From deterministic to probabilistic: a note on Monte Carlo

Scenarios and sensitivity are deterministic: they test a few hand-picked futures. When the variables are many and interact, you can take a step further with Monte Carlo simulation, which assigns each assumption a distribution of possible values and generates thousands of futures at once, producing not a single number but a distribution of results.

The advantage is answering questions like "what is the probability the project makes a loss?" instead of only "how bad is the worst case?". The downside is that it demands more care: a simulation fed by made-up distributions gives a false sense of rigour. For most decisions, well-thought-out scenarios and a good tornado chart are enough; Monte Carlo is the tool for when uncertainty is the centre of the decision.

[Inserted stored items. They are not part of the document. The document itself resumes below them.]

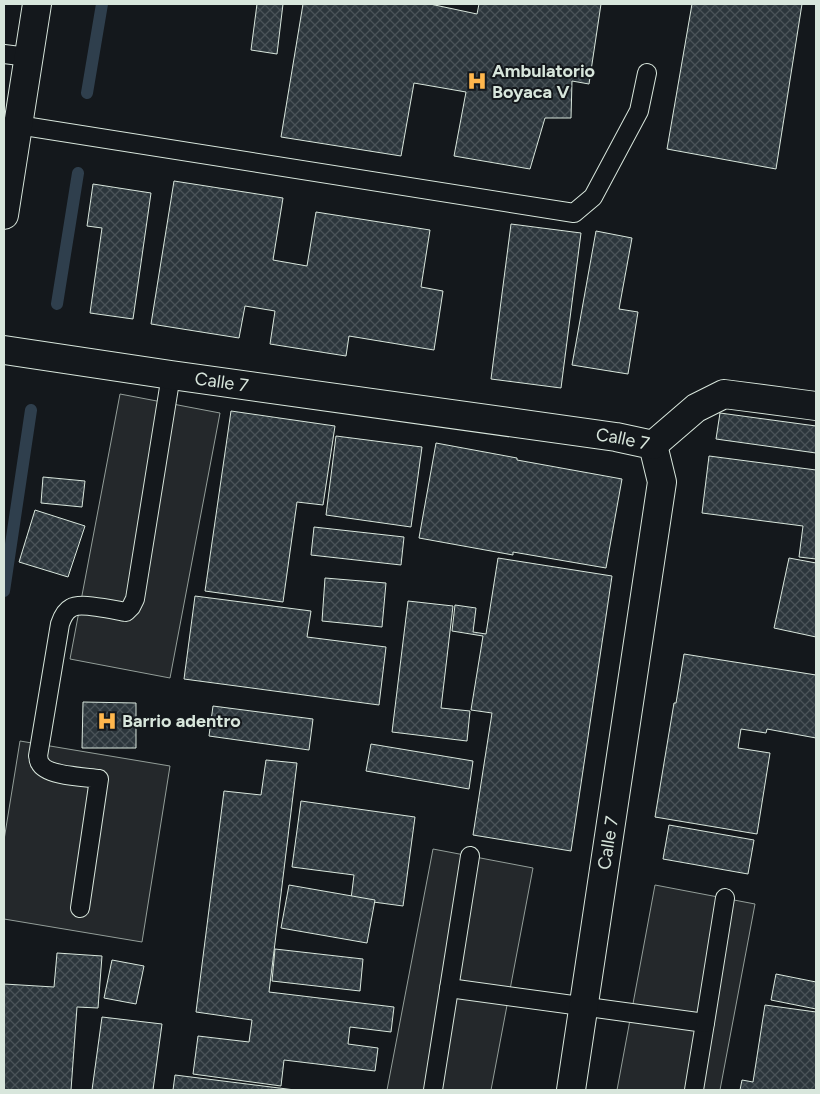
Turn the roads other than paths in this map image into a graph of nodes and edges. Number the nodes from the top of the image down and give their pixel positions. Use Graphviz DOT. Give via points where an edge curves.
graph roads {
  1 [pos="37,4"];
  2 [pos="16,56"];
  3 [pos="647,73"];
  4 [pos="18,125"];
  5 [pos="4,215"];
  6 [pos="4,350"];
  7 [pos="172,375"];
  8 [pos="816,406"];
  9 [pos="653,445"];
  10 [pos="470,856"];
  11 [pos="725,898"];
  12 [pos="80,908"];
  13 [pos="449,988"];
  14 [pos="584,1006"];
  15 [pos="705,1023"];
  16 [pos="433,1090"];
  17 [pos="571,1090"];
  18 [pos="694,1090"];
  1 -- 2 [label="street"];
  2 -- 4 [label="street"];
  3 -- 4 [label="lane" via="640,110 593,197 574,213"];
  4 -- 5 [label="street"];
  6 -- 7 [label="street, Calle 7"];
  7 -- 9 [label="street, Calle 7"];
  7 -- 12 [label="lane" via="135,599 126,612 80,605 71,608 64,615 58,633 38,756 40,764 54,773 99,779"];
  8 -- 9 [label="street" via="724,394 696,408"];
  9 -- 14 [label="street, Calle 7" via="662,482"];
  10 -- 13 [label="lane"];
  11 -- 15 [label="lane"];
  13 -- 14 [label="lane"];
  13 -- 16 [label="lane"];
  14 -- 15 [label="lane"];
  14 -- 17 [label="street, Calle 7"];
  15 -- 18 [label="lane"];
}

Common mistakes that make scenarios useless

These tools almost always fail for the same reasons:

  • Moving everything by the same percentage: adding 10% to all revenue and costs ignores that variables rarely move together.
  • Scenarios with no narrative: three columns of numbers with no story behind them help decide nothing.
  • Mistaking the base case for a promise: the central scenario is a working hypothesis, not a commitment to defend.
  • Stopping at the analysis: a scenario is only worth it if it is tied to a decision or a response plan. Without that, it is a spreadsheet exercise.

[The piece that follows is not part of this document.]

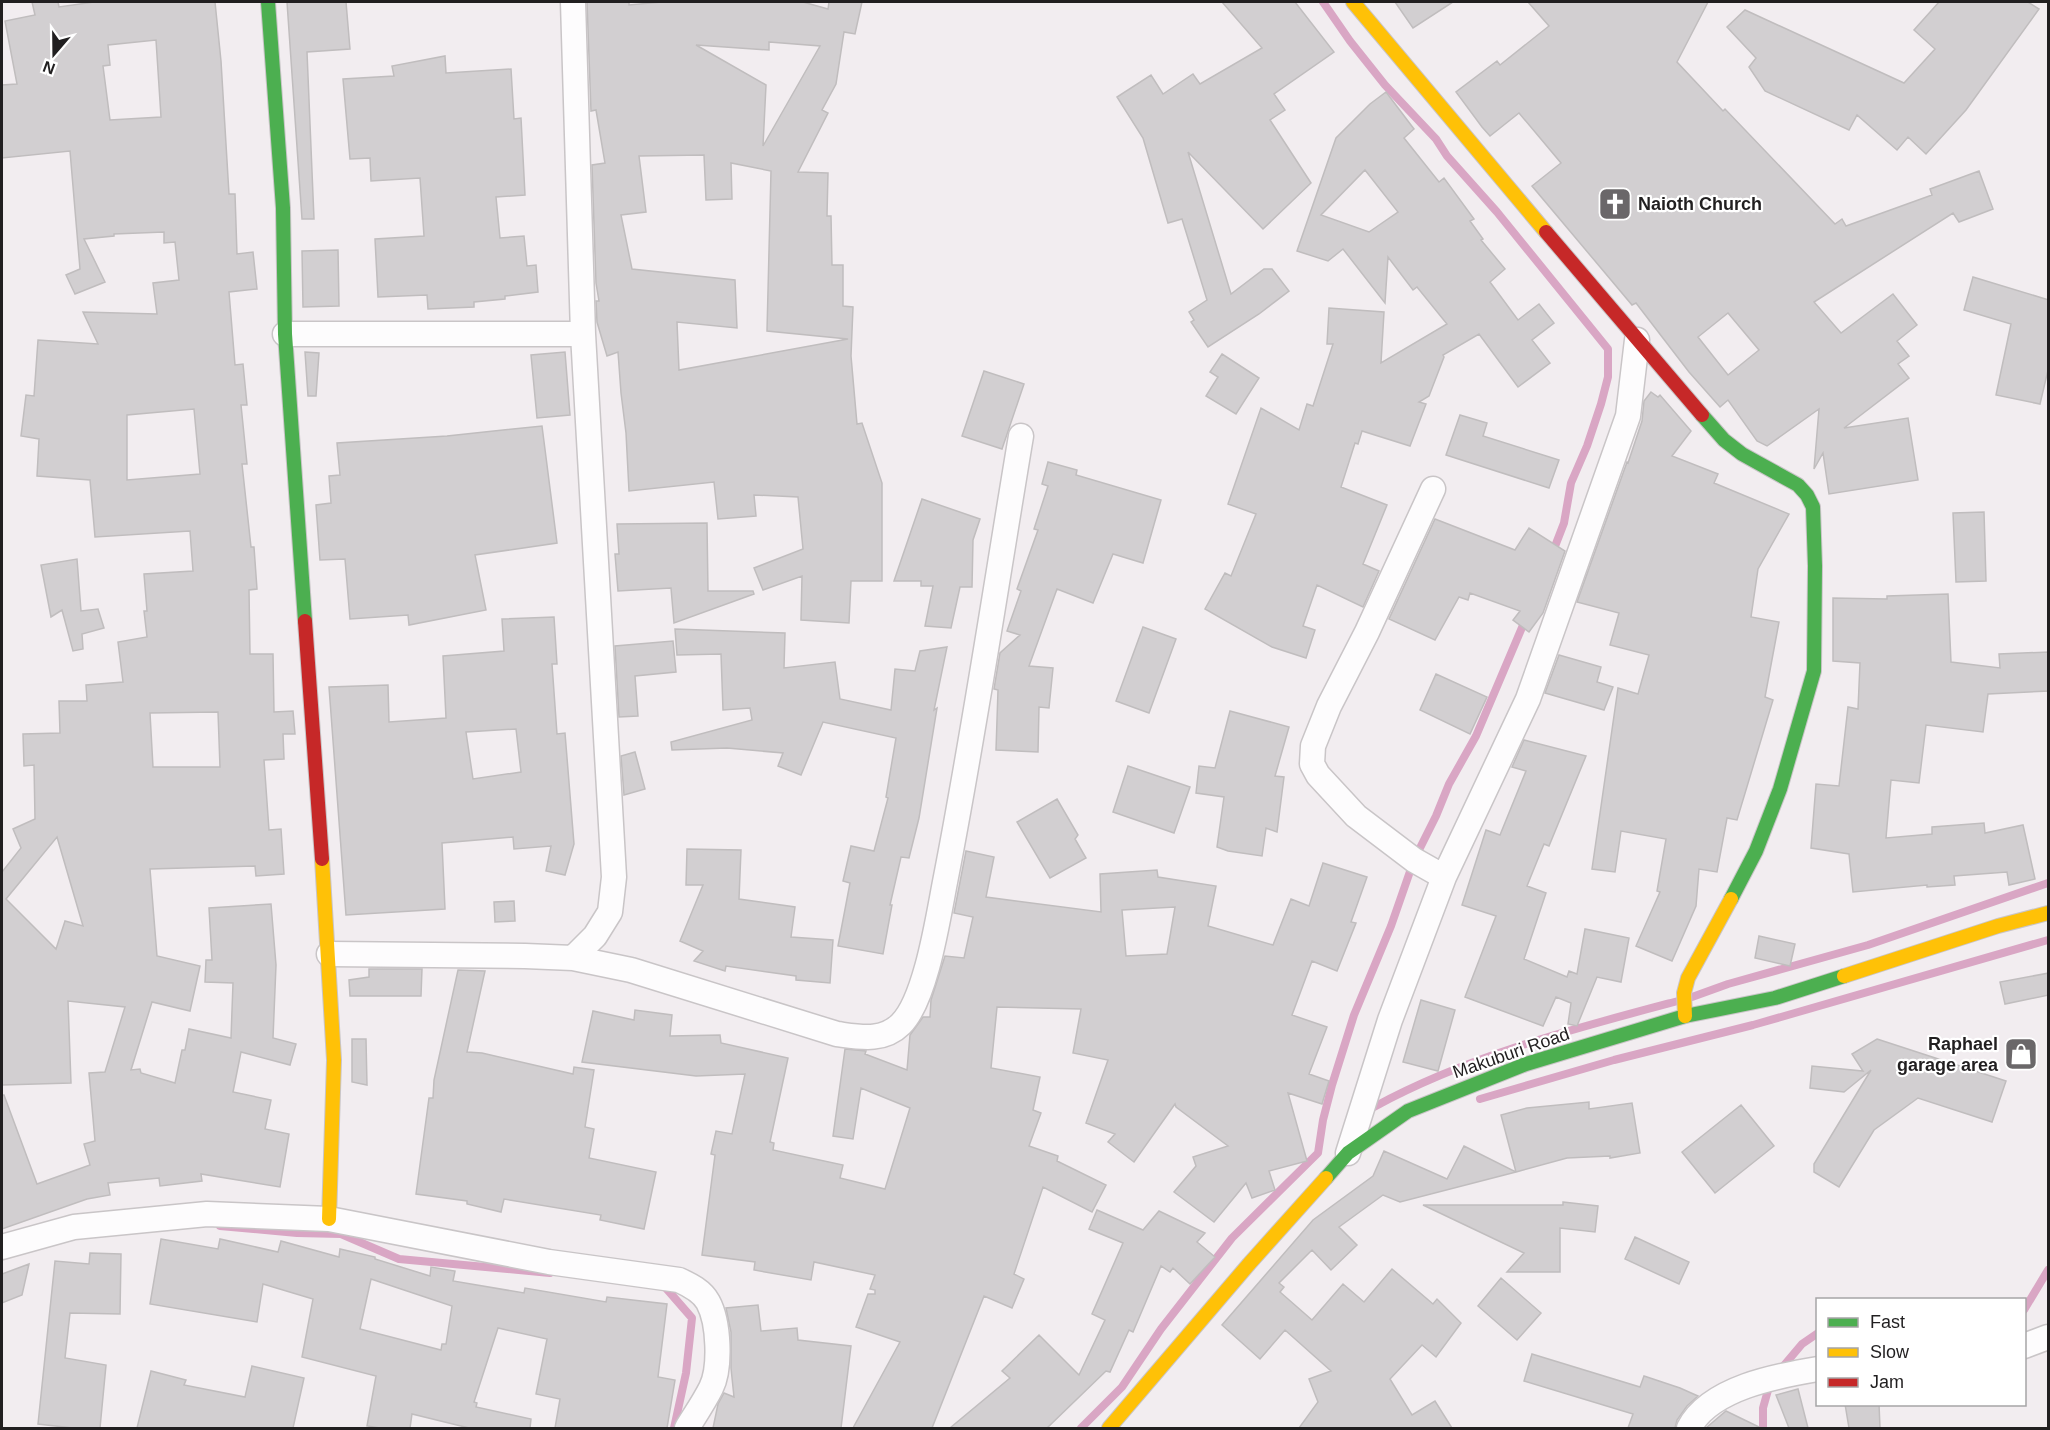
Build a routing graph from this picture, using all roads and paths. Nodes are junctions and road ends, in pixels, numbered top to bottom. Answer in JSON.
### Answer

Mini-case: an industrial company

A mid-sized industrial company prepared its annual budget as always: a single forecast, approved in committee and treated as a target. In a year of volatile raw materials, they decided to do it differently. They started with sensitivity analysis and found that the result depended overwhelmingly on two variables — the price of one raw material and the exchange rate — and was almost indifferent to things they argued about for hours.

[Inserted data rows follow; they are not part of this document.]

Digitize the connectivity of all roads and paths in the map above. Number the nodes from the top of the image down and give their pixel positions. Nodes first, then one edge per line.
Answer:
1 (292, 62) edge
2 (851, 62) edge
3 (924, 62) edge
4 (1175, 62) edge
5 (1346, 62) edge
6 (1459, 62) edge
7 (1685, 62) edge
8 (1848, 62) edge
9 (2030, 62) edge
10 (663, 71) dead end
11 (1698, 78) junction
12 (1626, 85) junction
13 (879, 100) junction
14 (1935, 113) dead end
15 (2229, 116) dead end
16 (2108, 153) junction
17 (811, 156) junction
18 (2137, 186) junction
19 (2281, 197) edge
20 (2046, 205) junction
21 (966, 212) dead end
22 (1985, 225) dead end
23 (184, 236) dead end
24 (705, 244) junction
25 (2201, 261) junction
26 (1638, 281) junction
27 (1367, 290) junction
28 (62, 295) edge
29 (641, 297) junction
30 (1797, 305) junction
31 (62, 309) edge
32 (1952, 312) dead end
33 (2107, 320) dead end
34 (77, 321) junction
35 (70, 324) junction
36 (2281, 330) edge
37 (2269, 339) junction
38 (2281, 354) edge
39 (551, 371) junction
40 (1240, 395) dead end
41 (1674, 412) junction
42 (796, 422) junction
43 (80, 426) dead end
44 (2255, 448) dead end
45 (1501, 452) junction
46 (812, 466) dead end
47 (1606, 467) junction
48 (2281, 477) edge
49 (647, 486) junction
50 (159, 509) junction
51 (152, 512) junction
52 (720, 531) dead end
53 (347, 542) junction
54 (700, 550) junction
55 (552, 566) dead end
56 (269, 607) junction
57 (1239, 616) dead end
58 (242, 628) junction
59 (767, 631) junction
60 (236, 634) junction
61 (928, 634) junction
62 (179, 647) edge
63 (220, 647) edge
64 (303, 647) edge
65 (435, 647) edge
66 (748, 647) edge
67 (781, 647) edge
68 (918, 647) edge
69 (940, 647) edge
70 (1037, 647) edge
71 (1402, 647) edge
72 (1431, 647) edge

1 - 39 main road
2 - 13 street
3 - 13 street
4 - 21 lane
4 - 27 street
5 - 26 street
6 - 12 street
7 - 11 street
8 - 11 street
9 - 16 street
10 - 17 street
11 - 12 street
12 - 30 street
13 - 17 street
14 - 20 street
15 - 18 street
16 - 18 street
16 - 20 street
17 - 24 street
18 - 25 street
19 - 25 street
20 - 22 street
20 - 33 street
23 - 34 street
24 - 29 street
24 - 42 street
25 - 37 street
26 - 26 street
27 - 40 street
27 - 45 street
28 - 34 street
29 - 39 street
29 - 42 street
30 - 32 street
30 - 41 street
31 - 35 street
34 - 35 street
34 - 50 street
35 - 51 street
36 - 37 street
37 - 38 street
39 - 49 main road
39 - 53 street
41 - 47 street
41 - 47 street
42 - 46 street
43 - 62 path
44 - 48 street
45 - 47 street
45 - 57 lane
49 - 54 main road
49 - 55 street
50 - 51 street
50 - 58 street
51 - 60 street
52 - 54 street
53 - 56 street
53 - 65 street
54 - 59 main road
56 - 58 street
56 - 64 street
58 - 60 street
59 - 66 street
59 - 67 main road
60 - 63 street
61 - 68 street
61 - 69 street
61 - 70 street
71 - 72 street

They then built three scenarios with a narrative: one of stability, one of a cost shock with partial pass-through to price, and one of recession with falling demand. For each, they defined an early signal and a prepared response — from freezing hiring to triggering price-revision clauses with customers. When, halfway through the year, the raw-material price jumped, the team did not lose weeks debating what to do: it recognised the scenario, activated the plan already thought through and protected the margin. The gain was not predicting the rise — it was being ready for it.

In practice

Planning under uncertainty is not about guessing better; it is about no longer betting everything on a single forecast. Start by using a sensitivity analysis to identify the two or three variables that truly move your result. Build a handful of scenarios with a coherent narrative around them and, above all, attach to each one a signal that announces it and a response already thought through. You do not need expensive tools: a well-organised spreadsheet and a tornado chart take most companies further than any single forecast. The ultimate goal is not to be right about the future, but never to be caught off guard by it.